# Exercise:
Your answer must restate each entry below word for word, with no pictures in it.

# Exercise data:
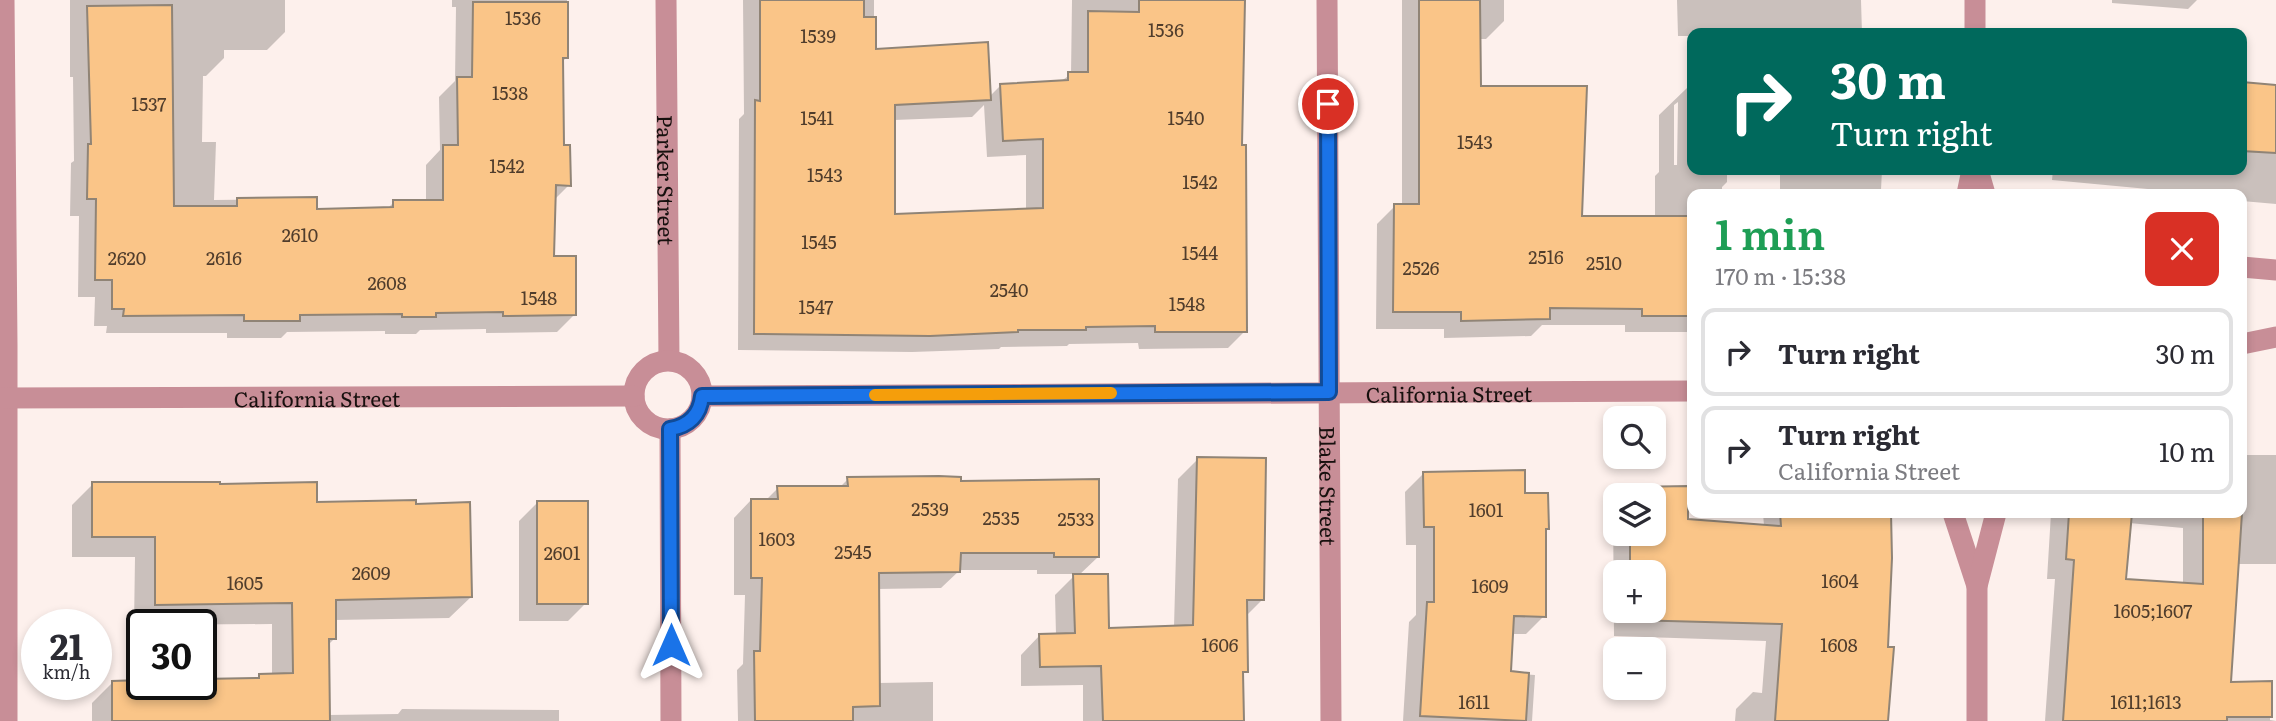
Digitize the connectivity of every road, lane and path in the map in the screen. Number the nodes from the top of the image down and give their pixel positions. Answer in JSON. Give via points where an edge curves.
{"nodes":[{"id":1,"x":4,"y":0,"type":"edge"},
{"id":2,"x":666,"y":0,"type":"edge"},
{"id":3,"x":1327,"y":0,"type":"edge"},
{"id":4,"x":1975,"y":0,"type":"edge"},
{"id":5,"x":1975,"y":28,"type":"edge"},
{"id":6,"x":2247,"y":267,"type":"edge"},
{"id":7,"x":2276,"y":270,"type":"edge"},
{"id":8,"x":2276,"y":337,"type":"edge"},
{"id":9,"x":2247,"y":343,"type":"edge"},
{"id":10,"x":669,"y":360,"type":"junction"},
{"id":11,"x":1687,"y":391,"type":"edge"},
{"id":12,"x":1329,"y":392,"type":"junction"},
{"id":13,"x":634,"y":396,"type":"junction"},
{"id":14,"x":702,"y":396,"type":"junction"},
{"id":15,"x":3,"y":398,"type":"edge"},
{"id":16,"x":670,"y":429,"type":"junction"},
{"id":17,"x":1953,"y":518,"type":"edge"},
{"id":18,"x":1995,"y":518,"type":"edge"},
{"id":19,"x":1977,"y":586,"type":"junction"},
{"id":20,"x":7,"y":721,"type":"edge"},
{"id":21,"x":671,"y":721,"type":"edge"},
{"id":22,"x":1331,"y":721,"type":"edge"},
{"id":23,"x":1977,"y":721,"type":"edge"}],
"edges":[{"from":1,"to":15,"type":"street"},
{"from":2,"to":10,"type":"street","name":"Parker Street"},
{"from":3,"to":12,"type":"street","name":"Blake Street"},
{"from":4,"to":5,"type":"street"},
{"from":6,"to":7,"type":"street"},
{"from":8,"to":9,"type":"street"},
{"from":10,"to":13,"type":"street","via":[[647,368],[637,381]]},
{"from":10,"to":14,"type":"street","via":[[693,371]]},
{"from":11,"to":12,"type":"street","name":"California Street"},
{"from":12,"to":14,"type":"street","name":"California Street"},
{"from":12,"to":22,"type":"street","name":"Blake Street"},
{"from":13,"to":15,"type":"street","name":"California Street"},
{"from":13,"to":16,"type":"street","via":[[635,407],[649,424]]},
{"from":14,"to":16,"type":"street","via":[[693,419]]},
{"from":15,"to":20,"type":"street"},
{"from":16,"to":21,"type":"street"},
{"from":17,"to":19,"type":"street"},
{"from":18,"to":19,"type":"street"},
{"from":19,"to":23,"type":"street"}]}
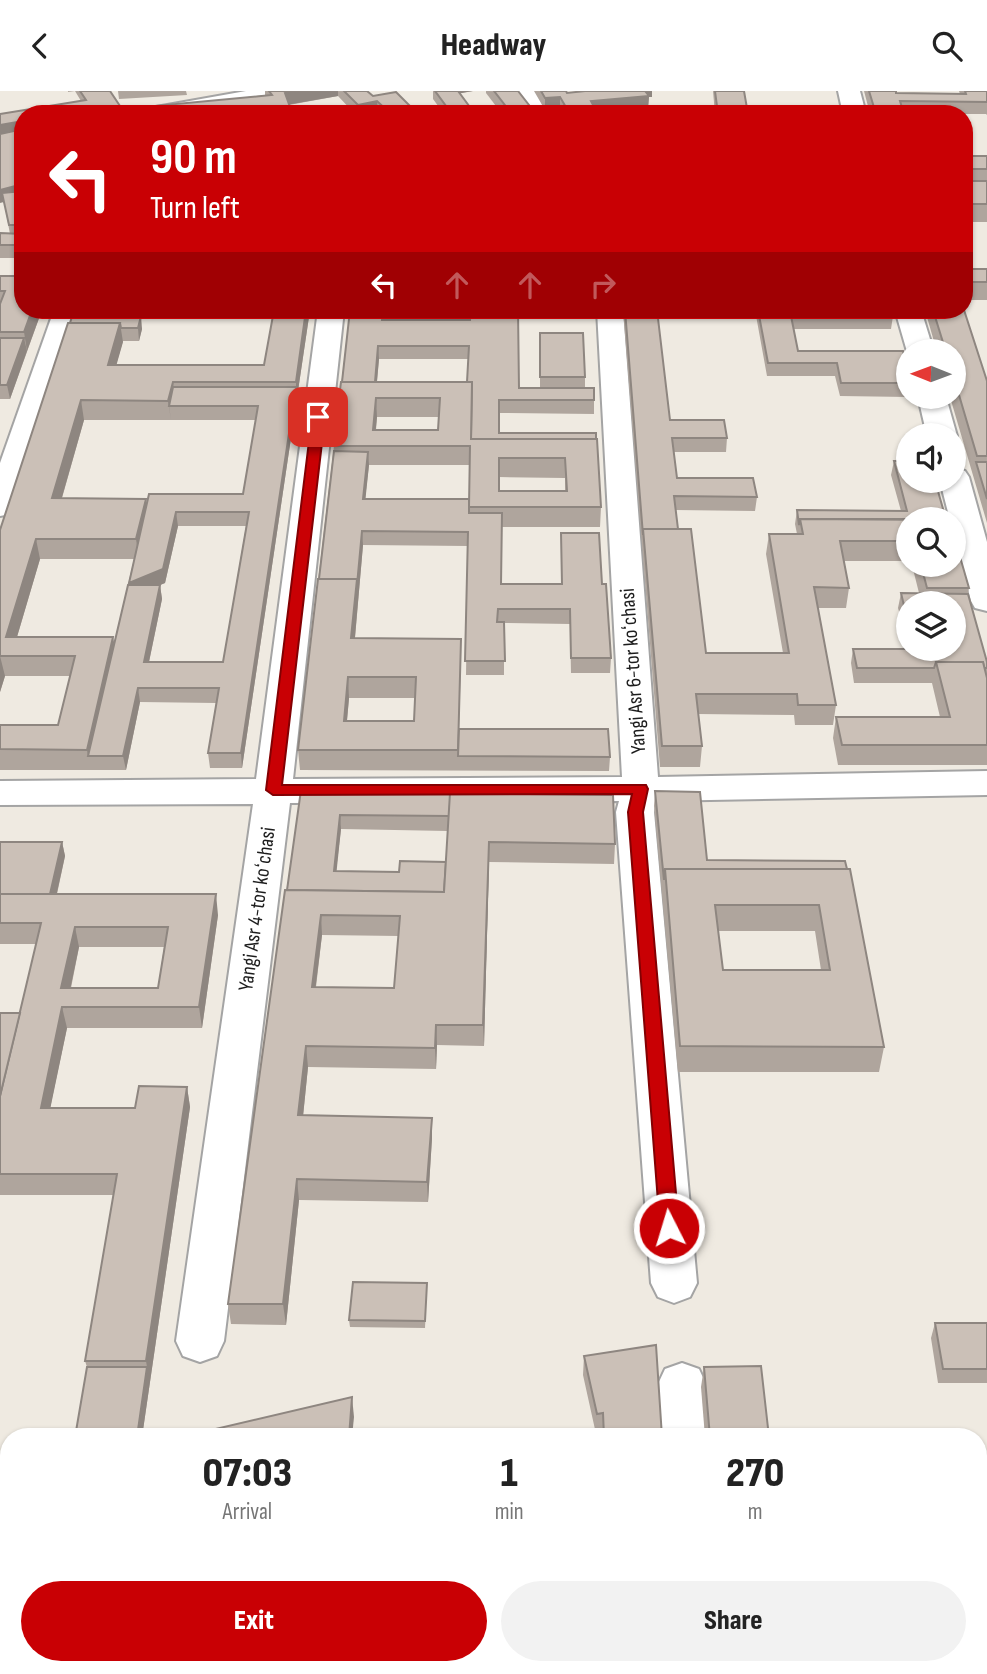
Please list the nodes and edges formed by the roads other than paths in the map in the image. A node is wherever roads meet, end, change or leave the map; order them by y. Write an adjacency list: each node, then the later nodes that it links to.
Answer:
1 (277, 92): 2 (street)
2 (206, 105)
3 (64, 319): 9 (street)
4 (330, 319): 13 (street, Yangi Asr 4-tor koʻchasi)
5 (611, 319): 12 (street, Yangi Asr 6-tor koʻchasi)
6 (911, 319): 7 (street)
7 (916, 339)
8 (958, 493): 10 (street)
9 (0, 507)
10 (987, 601)
11 (987, 783): 12 (street)
12 (641, 789): 13 (street); 15 (street, Yangi Asr 6-tor koʻchasi)
13 (273, 790): 14 (street); 16 (street, Yangi Asr 4-tor koʻchasi)
14 (0, 793)
15 (674, 1283)
16 (200, 1341)
17 (681, 1384): 18 (street)
18 (684, 1428)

# Answer box:
Digitize the connectivity of every road, lane and path in the map in the screen. Number the nodes from the top of the image down and give their pixel positions. Answer in JSON. Give via points where an edge curves.
{"nodes":[{"id":1,"x":4,"y":0,"type":"edge"},
{"id":2,"x":666,"y":0,"type":"edge"},
{"id":3,"x":1327,"y":0,"type":"edge"},
{"id":4,"x":1975,"y":0,"type":"edge"},
{"id":5,"x":1975,"y":28,"type":"edge"},
{"id":6,"x":2247,"y":267,"type":"edge"},
{"id":7,"x":2276,"y":270,"type":"edge"},
{"id":8,"x":2276,"y":337,"type":"edge"},
{"id":9,"x":2247,"y":343,"type":"edge"},
{"id":10,"x":669,"y":360,"type":"junction"},
{"id":11,"x":1687,"y":391,"type":"edge"},
{"id":12,"x":1329,"y":392,"type":"junction"},
{"id":13,"x":634,"y":396,"type":"junction"},
{"id":14,"x":702,"y":396,"type":"junction"},
{"id":15,"x":3,"y":398,"type":"edge"},
{"id":16,"x":670,"y":429,"type":"junction"},
{"id":17,"x":1953,"y":518,"type":"edge"},
{"id":18,"x":1995,"y":518,"type":"edge"},
{"id":19,"x":1977,"y":586,"type":"junction"},
{"id":20,"x":7,"y":721,"type":"edge"},
{"id":21,"x":671,"y":721,"type":"edge"},
{"id":22,"x":1331,"y":721,"type":"edge"},
{"id":23,"x":1977,"y":721,"type":"edge"}],
"edges":[{"from":1,"to":15,"type":"street"},
{"from":2,"to":10,"type":"street","name":"Parker Street"},
{"from":3,"to":12,"type":"street","name":"Blake Street"},
{"from":4,"to":5,"type":"street"},
{"from":6,"to":7,"type":"street"},
{"from":8,"to":9,"type":"street"},
{"from":10,"to":13,"type":"street","via":[[647,368],[637,381]]},
{"from":10,"to":14,"type":"street","via":[[693,371]]},
{"from":11,"to":12,"type":"street","name":"California Street"},
{"from":12,"to":14,"type":"street","name":"California Street"},
{"from":12,"to":22,"type":"street","name":"Blake Street"},
{"from":13,"to":15,"type":"street","name":"California Street"},
{"from":13,"to":16,"type":"street","via":[[635,407],[649,424]]},
{"from":14,"to":16,"type":"street","via":[[693,419]]},
{"from":15,"to":20,"type":"street"},
{"from":16,"to":21,"type":"street"},
{"from":17,"to":19,"type":"street"},
{"from":18,"to":19,"type":"street"},
{"from":19,"to":23,"type":"street"}]}
Please list the nodes and edges formed by the roads other than paths in the map in the image. A node is wherever roads meet, end, change or leave the map; order them by y. Write an adjacency list: each node, then the later nodes that it links to.
Answer:
1 (277, 92): 2 (street)
2 (206, 105)
3 (64, 319): 9 (street)
4 (330, 319): 13 (street, Yangi Asr 4-tor koʻchasi)
5 (611, 319): 12 (street, Yangi Asr 6-tor koʻchasi)
6 (911, 319): 7 (street)
7 (916, 339)
8 (958, 493): 10 (street)
9 (0, 507)
10 (987, 601)
11 (987, 783): 12 (street)
12 (641, 789): 13 (street); 15 (street, Yangi Asr 6-tor koʻchasi)
13 (273, 790): 14 (street); 16 (street, Yangi Asr 4-tor koʻchasi)
14 (0, 793)
15 (674, 1283)
16 (200, 1341)
17 (681, 1384): 18 (street)
18 (684, 1428)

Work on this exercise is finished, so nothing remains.